As described in part one, I discovered in late 2018 through manual code analysis that the Yubico libu2f-host host-side C library contained an out of bounds write vulnerability.

Shortly after the fix was released in February 2019, I found a second, closely related vulnerability in the same code section which can result in information disclosure through leaked memory. MITRE assigned CVE-2019-9578 for this issue.

The vulnerability

Please see the previous code descriptions in part one for the relevant background information.

After the 1.1.7 patch, the relevant part of init_device looked like this:

if (u2fh_sendrecv
    (devs, dev->id, U2FHID_INIT, nonce, sizeof (nonce), resp,
     &resplen) == U2FH_OK)
  {
    U2FHID_INIT_RESP initresp;
    if (resplen > sizeof (initresp))
    {
      return U2FH_MEMORY_ERROR;
    }
    memcpy (&initresp, resp, resplen);
    dev->cid = initresp.cid;
    dev->versionInterface = initresp.versionInterface;
    dev->versionMajor = initresp.versionMajor;
    dev->versionMinor = initresp.versionMinor;
    dev->capFlags = initresp.capFlags;
  }

devs.c

The if (resplen > sizeof (initresp)) guard condition prevents malicious inputs from overflowing the target struct by disallowing larger resplen values. This resolves the buffer overflow.

However, this code still allows a malicious U2F token to specify a smaller than expected resplen value.
If resplen is reported to be 0 by the token, the memcpy operation does not do anything and the initresp struct is used with it’s original uninitialized memory contents. As a consequence, previously discarded stack memory is written to dev->cid and other fields.

Since the CID is used during the following communication with the U2F token, four bytes of discarded stack memory are leaked to the USB bus. Similarly, other userspace programs might be able to obtain up to four bytes of leaked information via the version and capability fields exposed by the library.

Attack scenario and security implications

Similarly to the previous vulnerability, the attack applies to host systems which use of libu2f-host through

  • an authentication module like pam_u2f.so (privileged execution)
  • other userspace applications that depend on libu2f-host such as yubikey-manager
  • the command-line tool bundled with libu2f-host

Any malicious USB device enumerating as a recognized U2F token class can perform this attack (potentially repeatedly) to obtain discarded memory contents. libu2f-host versions before 1.1.7 are affected as well.

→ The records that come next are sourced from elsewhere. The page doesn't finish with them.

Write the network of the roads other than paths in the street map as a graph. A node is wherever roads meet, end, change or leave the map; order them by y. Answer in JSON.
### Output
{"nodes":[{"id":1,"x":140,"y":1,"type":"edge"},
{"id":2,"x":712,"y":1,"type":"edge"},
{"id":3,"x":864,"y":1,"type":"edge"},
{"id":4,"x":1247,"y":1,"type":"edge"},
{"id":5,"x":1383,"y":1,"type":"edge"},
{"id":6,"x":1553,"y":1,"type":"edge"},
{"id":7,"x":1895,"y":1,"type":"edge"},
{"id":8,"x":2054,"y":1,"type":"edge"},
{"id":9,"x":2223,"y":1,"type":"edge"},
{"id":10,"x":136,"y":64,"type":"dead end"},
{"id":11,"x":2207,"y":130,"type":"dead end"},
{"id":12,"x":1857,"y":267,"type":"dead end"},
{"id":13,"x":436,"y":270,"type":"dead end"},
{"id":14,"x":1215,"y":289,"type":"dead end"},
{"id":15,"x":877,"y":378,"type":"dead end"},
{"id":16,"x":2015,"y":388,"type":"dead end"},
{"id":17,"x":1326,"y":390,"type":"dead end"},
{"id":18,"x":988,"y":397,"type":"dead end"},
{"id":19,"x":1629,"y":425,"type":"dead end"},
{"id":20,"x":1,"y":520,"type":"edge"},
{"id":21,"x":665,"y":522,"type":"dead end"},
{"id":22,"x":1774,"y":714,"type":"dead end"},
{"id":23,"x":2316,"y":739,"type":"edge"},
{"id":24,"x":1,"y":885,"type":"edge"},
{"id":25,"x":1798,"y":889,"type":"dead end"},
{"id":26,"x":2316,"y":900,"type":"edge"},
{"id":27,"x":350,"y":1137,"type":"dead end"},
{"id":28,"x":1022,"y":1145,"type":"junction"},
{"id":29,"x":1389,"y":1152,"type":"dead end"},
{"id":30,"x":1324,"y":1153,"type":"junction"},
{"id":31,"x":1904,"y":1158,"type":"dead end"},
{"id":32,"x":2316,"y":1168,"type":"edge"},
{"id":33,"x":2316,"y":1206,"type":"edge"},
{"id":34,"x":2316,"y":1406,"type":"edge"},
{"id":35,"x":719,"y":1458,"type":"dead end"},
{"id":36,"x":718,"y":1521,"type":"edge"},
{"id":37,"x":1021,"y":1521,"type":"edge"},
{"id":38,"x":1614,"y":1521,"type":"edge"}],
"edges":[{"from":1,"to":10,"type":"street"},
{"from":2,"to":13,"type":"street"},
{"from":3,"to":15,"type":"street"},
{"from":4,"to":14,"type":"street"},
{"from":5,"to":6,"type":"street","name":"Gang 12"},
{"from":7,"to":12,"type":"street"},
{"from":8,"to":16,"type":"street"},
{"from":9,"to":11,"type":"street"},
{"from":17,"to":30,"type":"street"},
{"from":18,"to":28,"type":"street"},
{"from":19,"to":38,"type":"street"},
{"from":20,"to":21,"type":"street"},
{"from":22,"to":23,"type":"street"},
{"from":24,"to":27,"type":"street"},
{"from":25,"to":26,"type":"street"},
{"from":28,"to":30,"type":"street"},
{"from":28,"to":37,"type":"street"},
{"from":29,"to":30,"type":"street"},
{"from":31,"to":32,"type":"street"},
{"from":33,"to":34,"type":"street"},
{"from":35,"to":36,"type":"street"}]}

It is difficult to assess the exact practical impact of the leaked memory since the relevant memory contents are system- and execution-specific. To my knowledge, the information leak cannot be used to read into currently reserved memory such as the value of stack canaries, so it does not weaken protections that are relevant to the previously reported buffer overflow vulnerability.

CVSS score

I would rate this with a CVSSv3 score of 2.1 via AV:P/AC:L/PR:N/UI:R/S:U/C:L/I:N/A:N.

Mitigations

Stack canaries and other hardening techniques do not detect information leaks and therefore offer no meaningful protection. The use of Memory Sanitizer would detect and prevent the leaks, but Memory Sanitizer is not meant to be included as a hardening feature in production binaries.

Fingerprinting

As noted in the previous article, libu2f-host used a fixed “nonce” of { 0x8, 0x7, 0x6, 0x5, 0x4, 0x3, 0x2, 0x1 } to communicate with tokens, which gave tokens an excellent way to recognize the library. The fix briefly missed the 1.1.7 release, so the fingerprinting technique is still relevant for the information leak as well.

The nonce issue was fixed with the 1.1.8 release.

Responsible disclosure

I responsibly disclosed the vulnerability to Yubico in February.

Due to the lower severity, they did not issue a second security advisory. They agreed to tracking it with a second CVE, which I requested from MITRE. MITRE assigned CVE-2019-9578 for the issue.

The fix was shipped less than two weeks after the initial disclosure, which is a very decent time for an issue resolution.

Relevant projects

See the previous article for the full list of relevant sources.

product source fix vendor references CVE
Yubico libu2f-host library Github 1.1.8 via 1 Release notes CVE-2019-9578

Gentoo and Fedora included the fix in their patch releases for the previous vulnerability. SUSE issued a seperate advisory.

Detailed timeline

Please see the timeline of the previous libu2f-host vulnerability article for reference.

Date info
2019-02-20 Second vulnerability is disclosed to Yubico
2019-02-21 Yubico confirms the issue
2019-03-05 Patched version 1.1.8 is released
2019-03-05 CVE is assigned by MITRE
2019-04-09 Fedora releases a patch for Fedora30
2019-05-19 Fedora releases a patch for Fedora29
2019-06-05 Gentoo switches to a patched version
2019-07-19 SUSE publishes a security advisory

Bug bounty

Yubico provided a number of their hardware products as a bug bounty for this issue.